- [Work request]
Check the listing below line by line and report how many lines hold "Raleway", with no other words.

- [Stored data]
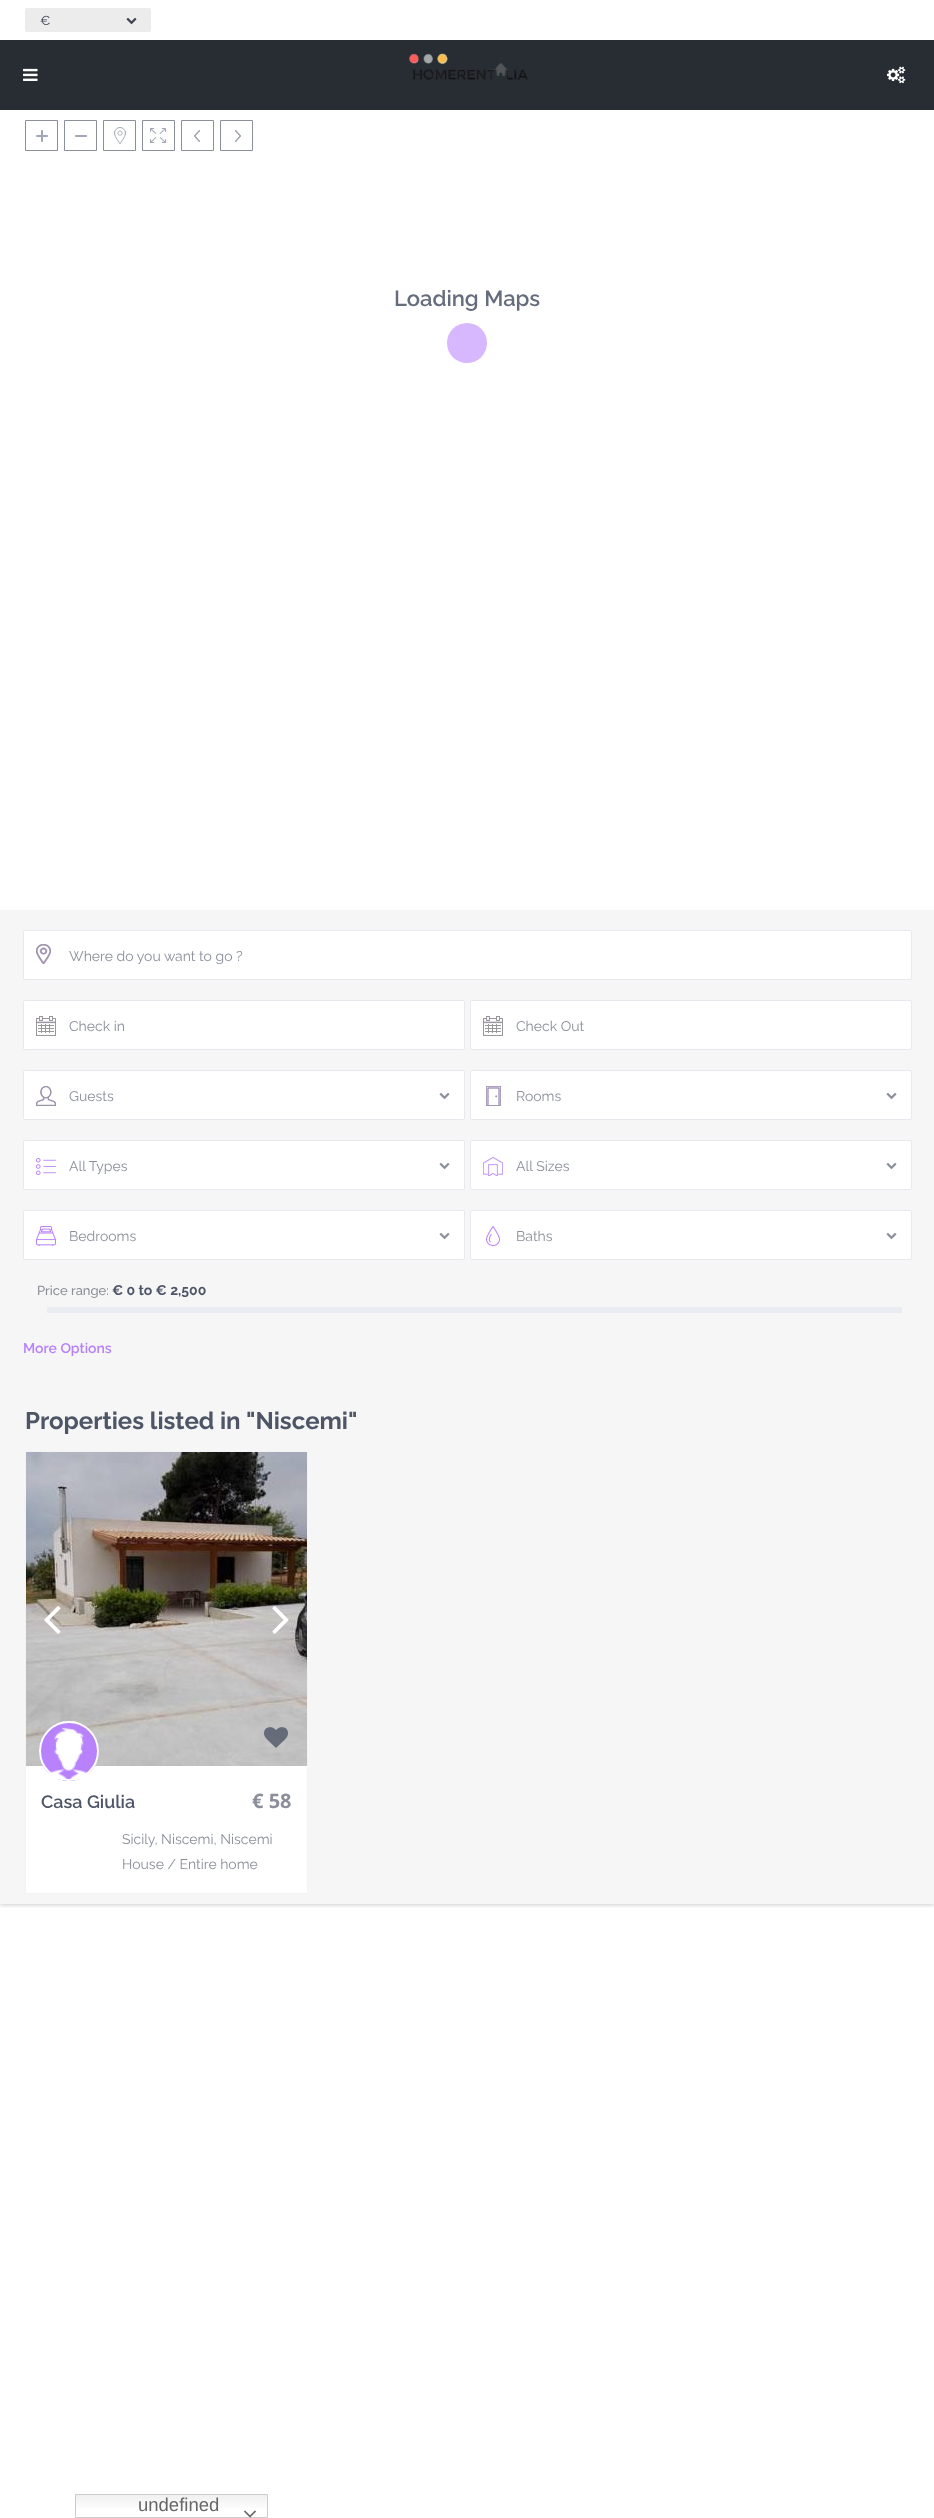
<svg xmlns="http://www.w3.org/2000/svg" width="934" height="2518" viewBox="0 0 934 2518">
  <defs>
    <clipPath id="clip1"><path d="M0 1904h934v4H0z"/></clipPath>
    <linearGradient id="g1" gradientUnits="userSpaceOnUse" x1="172" y1="2494" x2="172" y2="2518"><stop offset="0" stop-color="#efefef"/><stop offset="0.7" stop-color="#fff"/></linearGradient>
    <clipPath id="clip2"><path d="M69 948h829v16H69z"/></clipPath>
  </defs>
  <rect width="100%" height="100%" fill="#fff"/>
  <g clip-path="url(#clip1)">
    <path d="M0 1h934v1904H0z" fill="#00000033" filter="blur(2px)"/>
  </g>
  <rect x="25" y="8" width="126" height="24" rx="2" fill="#ececec"/>
  <image x="126" y="17" width="11" height="8" href="img/1.png"/>
  <path d="M76 2495h191v13H76z" fill="url(#g1)"/>
  <path d="M75.5 2494.5h192v23H75.5z" fill="none" stroke="#ccc"/>
  <image x="244" y="2510" width="12" height="8" href="img/2.png"/>
  <path d="M0 40h934v70H0z" fill="#282d33"/>
  <image x="23" y="68" width="15" height="13" href="img/3.png"/>
  <image x="409" y="53" width="119" height="27" href="img/4.png"/>
  <image x="887" y="66" width="19" height="18" href="img/5.png"/>
  <image x="36" y="130" width="12" height="12" href="img/6.png"/>
  <path d="M25.5 120.5h32v30H25.5z" fill="none" stroke="#8a8f9a"/>
  <image x="75" y="135" width="12" height="2" href="img/7.png"/>
  <path d="M64.5 120.5h32v30H64.5z" fill="none" stroke="#8a8f9a"/>
  <image x="114" y="127" width="12" height="17" href="img/8.png"/>
  <path d="M103.5 120.5h32v30H103.5z" fill="none" stroke="#8a8f9a"/>
  <image x="150" y="128" width="16" height="15" href="img/9.png"/>
  <path d="M142.5 120.5h32v30H142.5z" fill="none" stroke="#8a8f9a"/>
  <image x="194" y="130" width="6" height="12" href="img/10.png"/>
  <path d="M181.5 120.5h32v30H181.5z" fill="none" stroke="#8a8f9a"/>
  <image x="235" y="130" width="6" height="12" href="img/11.png"/>
  <path d="M220.5 120.5h32v30H220.5z" fill="none" stroke="#8a8f9a"/>
  <circle cx="467" cy="343" r="20" fill="#d7b7fd"/>
  <path d="M0 910h934v994H0z" fill="#f6f6f6"/>
  <rect x="23.5" y="930.5" width="888" height="49" rx="1.5" fill="#fff" stroke="#e7e9ef"/>
  <image x="36" y="944" width="15" height="20" href="img/12.png"/>
  <rect x="23.5" y="1000.5" width="441" height="49" rx="1.5" fill="#fff" stroke="#e7e9ef"/>
  <image x="36" y="1016" width="20" height="20" href="img/13.png"/>
  <rect x="470.5" y="1000.5" width="441" height="49" rx="1.5" fill="#fff" stroke="#e7e9ef"/>
  <image x="483" y="1016" width="20" height="20" href="img/13.png"/>
  <rect x="23.5" y="1070.5" width="441" height="49" rx="1.5" fill="#fff" stroke="#e7e9ef"/>
  <image x="36" y="1086" width="20" height="20" href="img/14.png"/>
  <image x="439" y="1093" width="11" height="7" href="img/15.png"/>
  <rect x="470.5" y="1070.5" width="441" height="49" rx="1.5" fill="#fff" stroke="#e7e9ef"/>
  <image x="486" y="1086" width="15" height="20" href="img/16.png"/>
  <image x="886" y="1093" width="11" height="7" href="img/15.png"/>
  <rect x="23.5" y="1140.5" width="441" height="49" rx="1.5" fill="#fff" stroke="#e7e9ef"/>
  <image x="36" y="1158" width="20" height="17" href="img/17.png"/>
  <image x="439" y="1163" width="11" height="7" href="img/15.png"/>
  <rect x="470.5" y="1140.5" width="441" height="49" rx="1.5" fill="#fff" stroke="#e7e9ef"/>
  <image x="483" y="1157" width="20" height="19" href="img/18.png"/>
  <image x="886" y="1163" width="11" height="7" href="img/15.png"/>
  <rect x="23.5" y="1210.5" width="441" height="49" rx="1.5" fill="#fff" stroke="#e7e9ef"/>
  <image x="36" y="1226" width="20" height="20" href="img/19.png"/>
  <image x="439" y="1233" width="11" height="7" href="img/15.png"/>
  <rect x="470.5" y="1210.5" width="441" height="49" rx="1.5" fill="#fff" stroke="#e7e9ef"/>
  <image x="486" y="1226" width="14" height="20" href="img/20.png"/>
  <image x="886" y="1233" width="11" height="7" href="img/15.png"/>
  <path d="M47 1307h855v6H47z" fill="#e9edf3"/>
  <path d="M26 1766h281v127H26z" fill="#fff"/>
  <path d="M25.5 1451.5h282v442H25.5z" fill="none" stroke="#f1f3f7"/>
  <image x="26" y="1452" width="281" height="314" href="img/21.png"/>
  <image x="44" y="1606" width="17" height="28" href="img/22.png"/>
  <image x="272" y="1606" width="17" height="28" href="img/23.png"/>
  <image x="39" y="1721" width="60" height="60" href="img/24.png"/>
  <circle cx="69" cy="1751" r="29" fill="none" stroke="#fff" stroke-width="2"/>
  <image x="264" y="1727" width="24" height="21" href="img/25.png"/>
  <text x="40" y="25" font-family="Raleway" font-size="13" fill="#3e4453">€</text>
  <text x="138" y="2511" font-family="Liberation Sans" font-size="18.5" fill="#666">undefined</text>
  <text x="394" y="306" font-family="Raleway" font-size="22" font-weight="600" fill="#656c7c">Loading Maps</text>
  <g clip-path="url(#clip2)">
    <text x="69" y="961" font-family="Raleway" font-size="14" fill="#8a8f9a">Where do you want to go ?</text>
  </g>
  <g font-family="Raleway" font-size="14" fill="#8a8f9a">
    <text x="69" y="1031">Check in</text>
    <text x="516" y="1031">Check Out</text>
    <text x="69" y="1101">Guests</text>
    <text x="516" y="1101">Rooms</text>
    <text x="69" y="1171">All Types</text>
    <text x="516" y="1171">All Sizes</text>
    <text x="69" y="1241">Bedrooms</text>
    <text x="516" y="1241">Baths</text>
  </g>
  <text x="37" y="1295" font-family="Raleway" font-size="13" font-weight="500" fill="#8a8f9a">Price range:</text>
  <text x="112" y="1295" font-family="Raleway" font-size="14" font-weight="bold" fill="#4d5567">€ 0 to € 2,500</text>
  <text x="23" y="1353" font-family="Raleway" font-size="14" font-weight="600" fill="#b881fc">More Options</text>
  <text x="25" y="1429" font-family="Raleway" font-size="24" font-weight="bold" fill="#4d5567">Properties listed in "Niscemi"</text>
  <text x="252" y="1808" font-family="Open Sans" font-size="20" font-weight="bold" fill="#8a8f9a">€ 58</text>
  <text x="41" y="1808" font-family="Raleway" font-size="18" font-weight="600" fill="#4d5567">Casa Giulia</text>
  <g font-family="Raleway" font-size="14" fill="#8a8f9a">
    <text x="122" y="1844">Sicily, Niscemi, Niscemi</text>
    <text x="122" y="1869">House / Entire home</text>
  </g>
</svg>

- [Answer box]
10